PROBLEM TO WORK ON: Each line with the string "ends" is to be copied from the records below.

Items from a dataset:
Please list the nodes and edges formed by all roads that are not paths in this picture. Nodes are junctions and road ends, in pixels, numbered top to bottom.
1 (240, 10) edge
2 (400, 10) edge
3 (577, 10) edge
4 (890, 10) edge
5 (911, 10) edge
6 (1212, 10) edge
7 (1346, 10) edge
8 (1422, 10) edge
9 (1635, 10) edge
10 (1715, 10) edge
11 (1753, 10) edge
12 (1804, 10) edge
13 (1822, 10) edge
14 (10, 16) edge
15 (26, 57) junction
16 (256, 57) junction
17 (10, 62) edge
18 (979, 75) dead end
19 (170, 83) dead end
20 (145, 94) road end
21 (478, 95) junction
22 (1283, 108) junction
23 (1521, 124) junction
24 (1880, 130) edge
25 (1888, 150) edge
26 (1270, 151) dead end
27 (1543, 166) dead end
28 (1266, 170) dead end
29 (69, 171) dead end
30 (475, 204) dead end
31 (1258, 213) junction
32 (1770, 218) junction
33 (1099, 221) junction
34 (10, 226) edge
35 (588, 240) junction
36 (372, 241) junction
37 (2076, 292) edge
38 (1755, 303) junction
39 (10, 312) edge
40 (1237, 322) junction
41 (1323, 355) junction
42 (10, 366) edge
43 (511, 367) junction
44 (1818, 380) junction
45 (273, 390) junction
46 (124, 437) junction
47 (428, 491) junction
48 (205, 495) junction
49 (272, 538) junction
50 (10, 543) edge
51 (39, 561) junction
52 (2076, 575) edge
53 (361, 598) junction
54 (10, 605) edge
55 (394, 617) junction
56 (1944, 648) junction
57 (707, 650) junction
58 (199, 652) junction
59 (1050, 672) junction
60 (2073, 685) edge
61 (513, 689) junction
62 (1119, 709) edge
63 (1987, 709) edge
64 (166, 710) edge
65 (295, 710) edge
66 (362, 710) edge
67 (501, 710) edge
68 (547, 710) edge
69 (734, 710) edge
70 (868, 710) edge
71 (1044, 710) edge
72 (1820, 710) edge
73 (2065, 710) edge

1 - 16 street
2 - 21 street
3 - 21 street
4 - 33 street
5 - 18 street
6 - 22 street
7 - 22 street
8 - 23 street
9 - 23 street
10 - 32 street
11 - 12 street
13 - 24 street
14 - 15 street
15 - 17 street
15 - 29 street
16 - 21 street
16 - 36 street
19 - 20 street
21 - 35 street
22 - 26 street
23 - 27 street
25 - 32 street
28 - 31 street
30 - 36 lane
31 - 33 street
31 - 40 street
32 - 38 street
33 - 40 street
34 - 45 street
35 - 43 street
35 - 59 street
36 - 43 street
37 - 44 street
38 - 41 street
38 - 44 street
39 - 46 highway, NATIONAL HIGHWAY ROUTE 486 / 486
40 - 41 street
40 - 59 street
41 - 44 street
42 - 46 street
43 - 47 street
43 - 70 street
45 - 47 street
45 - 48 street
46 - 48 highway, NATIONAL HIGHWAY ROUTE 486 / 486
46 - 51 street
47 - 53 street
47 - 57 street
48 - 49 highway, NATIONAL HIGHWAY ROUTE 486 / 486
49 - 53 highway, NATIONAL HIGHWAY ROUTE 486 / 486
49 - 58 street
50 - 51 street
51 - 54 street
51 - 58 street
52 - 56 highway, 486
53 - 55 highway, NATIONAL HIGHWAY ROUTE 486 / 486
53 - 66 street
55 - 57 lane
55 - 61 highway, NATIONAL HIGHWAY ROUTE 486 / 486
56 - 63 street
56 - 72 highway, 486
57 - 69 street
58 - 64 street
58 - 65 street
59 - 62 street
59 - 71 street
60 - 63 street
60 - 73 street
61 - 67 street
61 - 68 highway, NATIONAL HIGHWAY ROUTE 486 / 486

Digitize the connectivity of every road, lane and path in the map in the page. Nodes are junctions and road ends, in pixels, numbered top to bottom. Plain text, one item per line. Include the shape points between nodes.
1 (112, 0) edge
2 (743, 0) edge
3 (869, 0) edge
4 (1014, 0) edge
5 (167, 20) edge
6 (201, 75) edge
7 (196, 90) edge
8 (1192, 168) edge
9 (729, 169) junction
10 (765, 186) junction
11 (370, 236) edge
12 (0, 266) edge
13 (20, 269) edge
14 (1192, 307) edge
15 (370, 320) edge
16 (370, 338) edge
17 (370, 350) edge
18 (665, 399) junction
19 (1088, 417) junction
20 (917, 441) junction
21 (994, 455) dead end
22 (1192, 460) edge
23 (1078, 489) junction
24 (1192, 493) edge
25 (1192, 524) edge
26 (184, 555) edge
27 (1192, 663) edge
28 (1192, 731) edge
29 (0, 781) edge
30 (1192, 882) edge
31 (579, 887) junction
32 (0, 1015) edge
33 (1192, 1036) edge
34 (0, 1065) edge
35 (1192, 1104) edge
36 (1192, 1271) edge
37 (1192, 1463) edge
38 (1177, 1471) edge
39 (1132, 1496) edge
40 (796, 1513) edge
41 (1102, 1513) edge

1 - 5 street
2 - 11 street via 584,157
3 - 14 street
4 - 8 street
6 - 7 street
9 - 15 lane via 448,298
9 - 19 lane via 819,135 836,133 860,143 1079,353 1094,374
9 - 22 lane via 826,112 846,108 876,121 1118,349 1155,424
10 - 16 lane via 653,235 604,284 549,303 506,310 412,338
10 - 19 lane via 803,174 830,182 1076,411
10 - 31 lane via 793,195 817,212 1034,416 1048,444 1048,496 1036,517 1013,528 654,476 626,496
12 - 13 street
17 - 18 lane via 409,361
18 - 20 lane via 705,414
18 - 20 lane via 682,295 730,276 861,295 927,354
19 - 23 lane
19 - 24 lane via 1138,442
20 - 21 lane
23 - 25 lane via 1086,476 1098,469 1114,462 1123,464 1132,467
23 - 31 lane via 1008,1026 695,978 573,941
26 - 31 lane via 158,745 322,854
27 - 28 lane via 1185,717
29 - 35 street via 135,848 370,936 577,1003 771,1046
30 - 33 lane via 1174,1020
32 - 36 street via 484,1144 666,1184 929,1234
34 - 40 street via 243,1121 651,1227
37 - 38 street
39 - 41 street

WRITTEN REPLY:
Please list the nodes and edges formed by all roads that are not paths in this picture. Nodes are junctions and road ends, in pixels, numbered top to bottom.
Digitize the connectivity of every road, lane and path in the map in the page. Nodes are junctions and road ends, in pixels, numbered top to bottom. Plain text, one item per line. Include the shape points between nodes.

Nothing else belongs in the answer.